Também óbvio foi a deriva para o assunto Brexit que levou o Sr. Dave a maldizer o trabalhista Corbyn e a confessar-se desiludido por alegadamente não estar o parlamento a representar a vontade do povo. Dave partilhou comigo que este assunto do Brexit só atrapalhava os seus planos mais recentes. Ele e a sua esposa que ficara no hotel, tinham decidido comprar uma pequena casa na Madeira! Tentei dizer-lhe que acontecesse o que acontecesse para não desistir dessa ideia ou não fossemos nós os mais velhos aliados da Inglaterra.

Esta história real mostra-nos várias coisas, uma delas é aquela que se preocupa demasiado com a distorção da imagem da Madeira devido à fama do nosso aeroporto. Desde já faço uma ressalva que tranquilizará os críticos que realmente percebem de turismo. Tudo o que daqui em diante eu escrever será como nos curriculum vitae, é tudo na “ótica do utilizador”. Vejo, observo, ouço e decido que posso ter uma opinião por mais insignificante que seja. Quem realmente percebe disto e já tive o prazer de os ouvir são pessoas como o André Barreto e Bruno Freitas que poucos dias depois da história do Sr.
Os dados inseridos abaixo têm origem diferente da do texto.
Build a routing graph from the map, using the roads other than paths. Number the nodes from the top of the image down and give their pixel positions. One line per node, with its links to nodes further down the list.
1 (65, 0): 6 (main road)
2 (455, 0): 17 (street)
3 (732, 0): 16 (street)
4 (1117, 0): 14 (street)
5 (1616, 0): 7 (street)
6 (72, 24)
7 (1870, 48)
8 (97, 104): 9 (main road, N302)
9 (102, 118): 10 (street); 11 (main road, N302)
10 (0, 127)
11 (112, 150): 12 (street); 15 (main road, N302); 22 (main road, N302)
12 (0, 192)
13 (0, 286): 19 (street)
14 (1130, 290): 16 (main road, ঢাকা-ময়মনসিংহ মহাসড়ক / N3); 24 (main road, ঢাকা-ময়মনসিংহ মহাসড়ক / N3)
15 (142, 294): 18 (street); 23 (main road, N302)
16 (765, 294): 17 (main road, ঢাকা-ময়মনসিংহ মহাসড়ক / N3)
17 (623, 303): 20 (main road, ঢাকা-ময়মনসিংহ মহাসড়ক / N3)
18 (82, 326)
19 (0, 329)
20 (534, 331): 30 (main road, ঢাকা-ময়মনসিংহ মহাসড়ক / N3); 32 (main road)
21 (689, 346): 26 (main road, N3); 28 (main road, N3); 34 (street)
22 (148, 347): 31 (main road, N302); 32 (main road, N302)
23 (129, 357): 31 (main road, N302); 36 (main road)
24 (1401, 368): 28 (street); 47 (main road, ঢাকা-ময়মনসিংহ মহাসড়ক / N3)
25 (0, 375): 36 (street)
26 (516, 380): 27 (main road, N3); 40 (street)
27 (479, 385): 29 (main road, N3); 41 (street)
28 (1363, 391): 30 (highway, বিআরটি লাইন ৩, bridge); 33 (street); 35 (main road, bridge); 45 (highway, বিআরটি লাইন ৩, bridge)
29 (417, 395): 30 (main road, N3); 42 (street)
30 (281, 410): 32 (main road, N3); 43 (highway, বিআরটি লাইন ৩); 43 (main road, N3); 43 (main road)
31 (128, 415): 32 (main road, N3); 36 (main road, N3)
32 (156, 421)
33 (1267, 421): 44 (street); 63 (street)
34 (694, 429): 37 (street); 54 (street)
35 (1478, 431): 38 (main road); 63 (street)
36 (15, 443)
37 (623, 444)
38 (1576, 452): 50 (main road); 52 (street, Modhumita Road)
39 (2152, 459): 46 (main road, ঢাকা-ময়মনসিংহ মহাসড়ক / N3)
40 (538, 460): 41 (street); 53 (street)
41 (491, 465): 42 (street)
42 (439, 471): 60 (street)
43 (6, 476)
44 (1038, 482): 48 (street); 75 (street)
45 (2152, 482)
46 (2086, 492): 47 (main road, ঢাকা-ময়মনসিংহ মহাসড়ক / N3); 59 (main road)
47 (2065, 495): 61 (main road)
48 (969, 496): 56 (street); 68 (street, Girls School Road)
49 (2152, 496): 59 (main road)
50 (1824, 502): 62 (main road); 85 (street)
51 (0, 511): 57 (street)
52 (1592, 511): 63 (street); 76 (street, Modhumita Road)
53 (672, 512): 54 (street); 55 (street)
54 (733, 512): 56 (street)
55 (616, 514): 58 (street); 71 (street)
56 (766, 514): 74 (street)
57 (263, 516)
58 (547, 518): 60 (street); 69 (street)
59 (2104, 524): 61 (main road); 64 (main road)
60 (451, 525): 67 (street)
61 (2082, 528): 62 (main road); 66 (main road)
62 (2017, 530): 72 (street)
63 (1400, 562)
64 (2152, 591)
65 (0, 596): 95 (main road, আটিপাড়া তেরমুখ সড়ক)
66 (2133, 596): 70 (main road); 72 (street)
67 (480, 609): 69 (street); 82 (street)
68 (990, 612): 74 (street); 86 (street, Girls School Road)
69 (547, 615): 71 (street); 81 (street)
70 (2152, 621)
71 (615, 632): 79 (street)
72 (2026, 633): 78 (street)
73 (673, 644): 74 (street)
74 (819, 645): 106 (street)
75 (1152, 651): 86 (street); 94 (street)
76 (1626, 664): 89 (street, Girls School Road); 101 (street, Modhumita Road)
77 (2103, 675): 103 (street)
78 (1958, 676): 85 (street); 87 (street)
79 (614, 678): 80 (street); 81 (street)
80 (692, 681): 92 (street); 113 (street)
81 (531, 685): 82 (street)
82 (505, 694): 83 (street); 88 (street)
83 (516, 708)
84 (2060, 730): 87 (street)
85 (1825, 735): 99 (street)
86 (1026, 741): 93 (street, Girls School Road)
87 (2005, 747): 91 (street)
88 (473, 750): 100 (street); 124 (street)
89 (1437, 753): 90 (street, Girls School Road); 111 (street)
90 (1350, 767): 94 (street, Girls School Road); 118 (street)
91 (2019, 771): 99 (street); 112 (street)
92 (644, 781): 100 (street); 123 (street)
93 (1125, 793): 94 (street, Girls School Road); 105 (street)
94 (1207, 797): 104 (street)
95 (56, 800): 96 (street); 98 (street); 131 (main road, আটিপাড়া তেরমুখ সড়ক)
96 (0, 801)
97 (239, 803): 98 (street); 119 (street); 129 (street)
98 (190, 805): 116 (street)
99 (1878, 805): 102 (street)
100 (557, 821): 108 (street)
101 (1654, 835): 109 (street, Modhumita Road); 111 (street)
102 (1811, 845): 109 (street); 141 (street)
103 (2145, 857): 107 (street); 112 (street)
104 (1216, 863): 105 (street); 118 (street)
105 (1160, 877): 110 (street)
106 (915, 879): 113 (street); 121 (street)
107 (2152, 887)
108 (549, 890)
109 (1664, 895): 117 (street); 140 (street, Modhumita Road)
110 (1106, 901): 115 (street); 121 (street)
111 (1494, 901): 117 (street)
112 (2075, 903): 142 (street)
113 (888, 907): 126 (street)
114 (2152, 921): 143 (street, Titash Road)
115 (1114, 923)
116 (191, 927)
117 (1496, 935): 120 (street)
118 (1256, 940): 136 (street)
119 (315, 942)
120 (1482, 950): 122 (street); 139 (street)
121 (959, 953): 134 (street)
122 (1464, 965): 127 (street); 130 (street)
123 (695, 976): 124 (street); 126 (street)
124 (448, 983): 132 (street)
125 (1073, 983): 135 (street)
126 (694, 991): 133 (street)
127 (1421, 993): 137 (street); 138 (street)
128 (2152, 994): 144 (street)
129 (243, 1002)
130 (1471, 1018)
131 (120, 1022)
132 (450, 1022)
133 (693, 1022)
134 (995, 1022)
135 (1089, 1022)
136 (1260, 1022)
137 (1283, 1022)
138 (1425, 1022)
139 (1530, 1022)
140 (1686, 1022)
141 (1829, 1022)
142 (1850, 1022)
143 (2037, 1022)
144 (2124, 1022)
Dave ouvi-os falarem de turismo numa conferência, ou o Sr. João Welsh que também admiro pela sua assertividade não esquecendo Pedro Costa do Hotel Quinta do Furão que não tem medo de falar do que percebe.

Há no entanto três conclusões que arrisco retirar desta história: 1.º - O nosso aeroporto é conhecido, presença assídua nos rankings, não pelo Cristiano Ronaldo mas pelo vento. Há uma fama que não tem de ser propriamente má e pode ser aproveitada. 2.º - É preciso ter cuidado com os rios de dinheiro que se gasta na promoção do destino Madeira. Redes sociais ou aplicações como o WhatsApp são hoje os veículos mais eficazes e baratos de promoção, só este por exemplo congrega 1,5 bilhões de utilizadores. Cada vez mais estas plataformas digitais são terreno fértil para o marketing e a região pode e deve saber tirar proveito disso. 3.º - A melhor e mais barata promoção é feita por quem cá vem. Assim como o Sr. Dave que já trouxe cá a família, trará também o amigo e provavelmente culminará com a compra de casa na Madeira. Se tratarmos com cuidado o que de melhor temos não faltará quem nos promova na primeira pessoa.